## EXERCISE
Scanning the entries below, copy every line that contains the word "三重小俣通り".

## THE DATA
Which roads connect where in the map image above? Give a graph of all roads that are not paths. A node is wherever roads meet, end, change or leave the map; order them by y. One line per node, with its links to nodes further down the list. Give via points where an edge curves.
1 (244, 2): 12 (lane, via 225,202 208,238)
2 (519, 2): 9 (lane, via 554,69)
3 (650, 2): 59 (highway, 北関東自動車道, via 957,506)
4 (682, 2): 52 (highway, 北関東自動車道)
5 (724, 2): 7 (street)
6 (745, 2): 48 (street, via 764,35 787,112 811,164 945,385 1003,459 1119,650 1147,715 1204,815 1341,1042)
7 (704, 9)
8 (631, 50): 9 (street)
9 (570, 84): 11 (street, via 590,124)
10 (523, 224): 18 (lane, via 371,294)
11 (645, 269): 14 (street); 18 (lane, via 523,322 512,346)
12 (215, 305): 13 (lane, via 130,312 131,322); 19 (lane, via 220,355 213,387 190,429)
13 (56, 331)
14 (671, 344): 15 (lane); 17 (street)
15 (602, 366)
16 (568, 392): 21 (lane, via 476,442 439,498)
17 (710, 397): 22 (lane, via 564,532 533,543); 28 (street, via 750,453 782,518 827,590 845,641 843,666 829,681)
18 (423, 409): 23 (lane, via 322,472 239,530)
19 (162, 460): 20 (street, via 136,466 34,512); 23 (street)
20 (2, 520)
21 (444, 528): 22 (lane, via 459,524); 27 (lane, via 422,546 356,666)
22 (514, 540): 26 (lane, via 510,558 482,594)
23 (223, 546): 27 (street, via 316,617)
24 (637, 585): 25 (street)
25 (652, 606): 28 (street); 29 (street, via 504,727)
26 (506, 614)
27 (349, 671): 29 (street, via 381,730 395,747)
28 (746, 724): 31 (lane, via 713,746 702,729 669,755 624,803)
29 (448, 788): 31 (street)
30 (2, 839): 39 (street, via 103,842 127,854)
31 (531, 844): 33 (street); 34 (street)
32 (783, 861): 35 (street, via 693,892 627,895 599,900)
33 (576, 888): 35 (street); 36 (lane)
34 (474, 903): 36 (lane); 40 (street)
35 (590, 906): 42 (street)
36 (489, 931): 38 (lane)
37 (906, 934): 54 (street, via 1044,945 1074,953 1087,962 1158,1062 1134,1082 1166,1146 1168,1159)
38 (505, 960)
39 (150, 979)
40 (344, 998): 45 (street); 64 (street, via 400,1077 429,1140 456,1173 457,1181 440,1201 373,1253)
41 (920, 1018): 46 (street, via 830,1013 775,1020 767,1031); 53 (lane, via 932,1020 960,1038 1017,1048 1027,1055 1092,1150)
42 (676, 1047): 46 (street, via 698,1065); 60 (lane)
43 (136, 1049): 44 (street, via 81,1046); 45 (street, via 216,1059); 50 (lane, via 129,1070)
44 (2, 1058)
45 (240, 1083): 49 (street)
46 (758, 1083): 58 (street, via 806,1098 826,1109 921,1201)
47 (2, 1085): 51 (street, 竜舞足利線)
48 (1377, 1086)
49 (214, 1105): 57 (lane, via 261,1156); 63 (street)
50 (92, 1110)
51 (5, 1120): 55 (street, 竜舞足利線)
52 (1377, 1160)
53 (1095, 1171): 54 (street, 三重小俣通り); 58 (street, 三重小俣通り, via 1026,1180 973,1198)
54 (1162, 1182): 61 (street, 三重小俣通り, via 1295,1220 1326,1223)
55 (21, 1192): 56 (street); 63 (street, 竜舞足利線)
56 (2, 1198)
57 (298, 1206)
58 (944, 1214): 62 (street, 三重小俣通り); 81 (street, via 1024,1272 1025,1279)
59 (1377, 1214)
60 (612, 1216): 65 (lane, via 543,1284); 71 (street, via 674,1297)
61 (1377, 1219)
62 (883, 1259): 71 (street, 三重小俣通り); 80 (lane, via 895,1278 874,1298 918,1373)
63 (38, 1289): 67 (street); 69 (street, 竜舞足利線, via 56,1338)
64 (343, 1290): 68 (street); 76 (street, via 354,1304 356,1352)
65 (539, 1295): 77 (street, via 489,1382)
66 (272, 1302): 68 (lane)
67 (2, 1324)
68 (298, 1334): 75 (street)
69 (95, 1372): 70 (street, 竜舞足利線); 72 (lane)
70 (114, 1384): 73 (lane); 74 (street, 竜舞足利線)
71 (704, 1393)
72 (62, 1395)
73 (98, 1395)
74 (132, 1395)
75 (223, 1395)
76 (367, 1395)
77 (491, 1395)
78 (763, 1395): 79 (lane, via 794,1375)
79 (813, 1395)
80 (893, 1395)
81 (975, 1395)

## RESPONSE BOX
53 (1095, 1171): 54 (street, 三重小俣通り); 58 (street, 三重小俣通り, via 1026,1180 973,1198)
54 (1162, 1182): 61 (street, 三重小俣通り, via 1295,1220 1326,1223)
58 (944, 1214): 62 (street, 三重小俣通り); 81 (street, via 1024,1272 1025,1279)
62 (883, 1259): 71 (street, 三重小俣通り); 80 (lane, via 895,1278 874,1298 918,1373)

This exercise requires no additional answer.